In cases in which the judges of a multijudge court are divided as to the decision, it is customary for those in the minority to file a dissenting opinion. This practice is followed in the Supreme Court of the United States. In recent years, dissenting opinions have been filed in as many as seventy percent of all cases decided by the Court. In a typical term over 150 separate dissenting opinions are filed by Justices who find themselves on the losing side.

The author of a dissenting opinion tries to explain why the Court should have decided the case differently. Often a dissenting Justice will attempt to provide the public with an interpretation of the majority opinion in order to narrow its scope or to restrict its impact. A strong dissenting opinion may go far to weaken the decision and may point the way for future litigation.

The opinion of the Court is written by a Justice on the prevailing side designated by the Chief Justice (or the senior Justice in the majority), and must reflect a consensus of the majority. Dissenters have a freer hand: they can make their point more sharply because they do not need to accommodate colleagues who might balk at aspects of their argument.

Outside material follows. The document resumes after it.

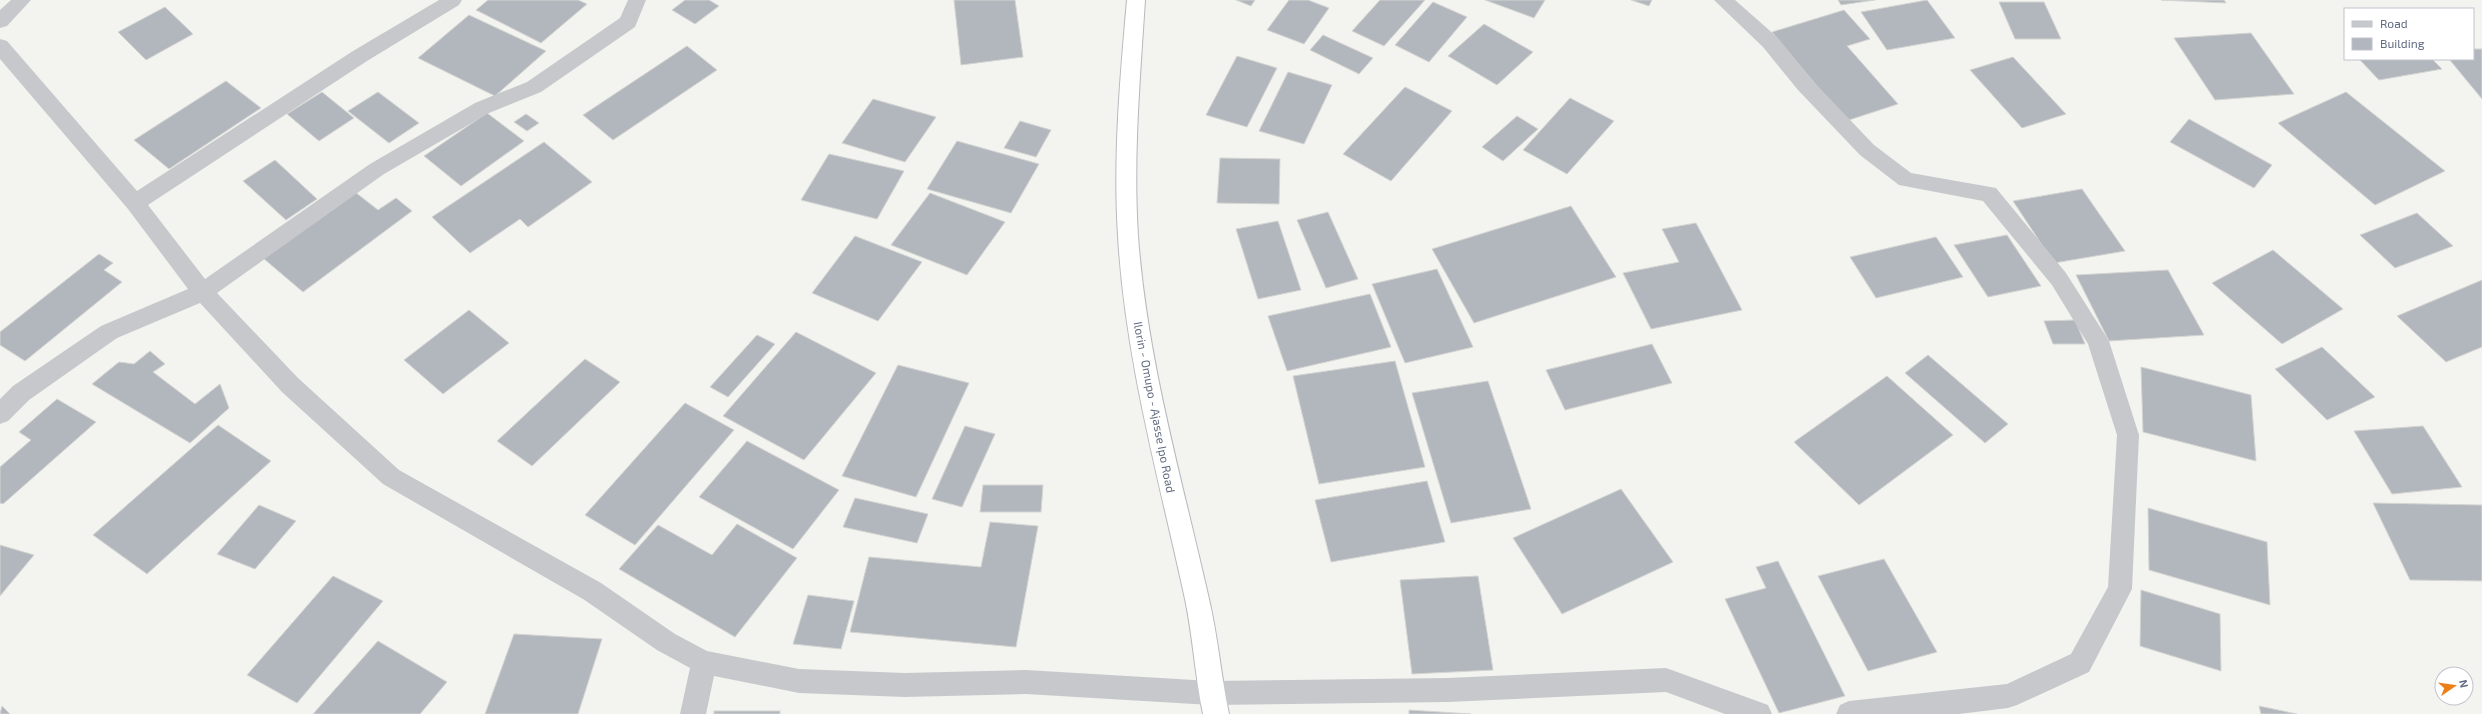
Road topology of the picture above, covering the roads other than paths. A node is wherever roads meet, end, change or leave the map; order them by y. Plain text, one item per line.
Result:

Before the decision of a case is announced, the draft opinions circulate among the Justices. A well-argued dissent can induce the author of the majority opinion to modify its content, either to retain majority support, as in everson v. board of education (1947), or to respond in kind to a particularly harsh attack, as in dred scott v. sandford (1857). In an extraordinary case, the dissent may attract enough support actually to become the majority opinion.

Dissents are most common during change in the ideological composition of the Court. For a time the dissents portend an imminent revolution in the tendency of judicial thought and point to the future course of decisions. Once the revolution is perfected there follows a time when the dissents resist the new orientation and recall the old orthodoxy. Two of the Court's great dissenters were Justices john marshall harlan (1833–1911) and oliver wendell holmes, each of whom stood against the majority of his day and took positions that much later were adopted by the Court.

charles evans hughes once wrote that "a dissent in the court of last resort is an appeal to the brooding spirit of the law, to the intelligence of a future day.…" Contemporaneously, harlan f. stone wrote that "dissents seldom aid in the right development of the law. They often do harm."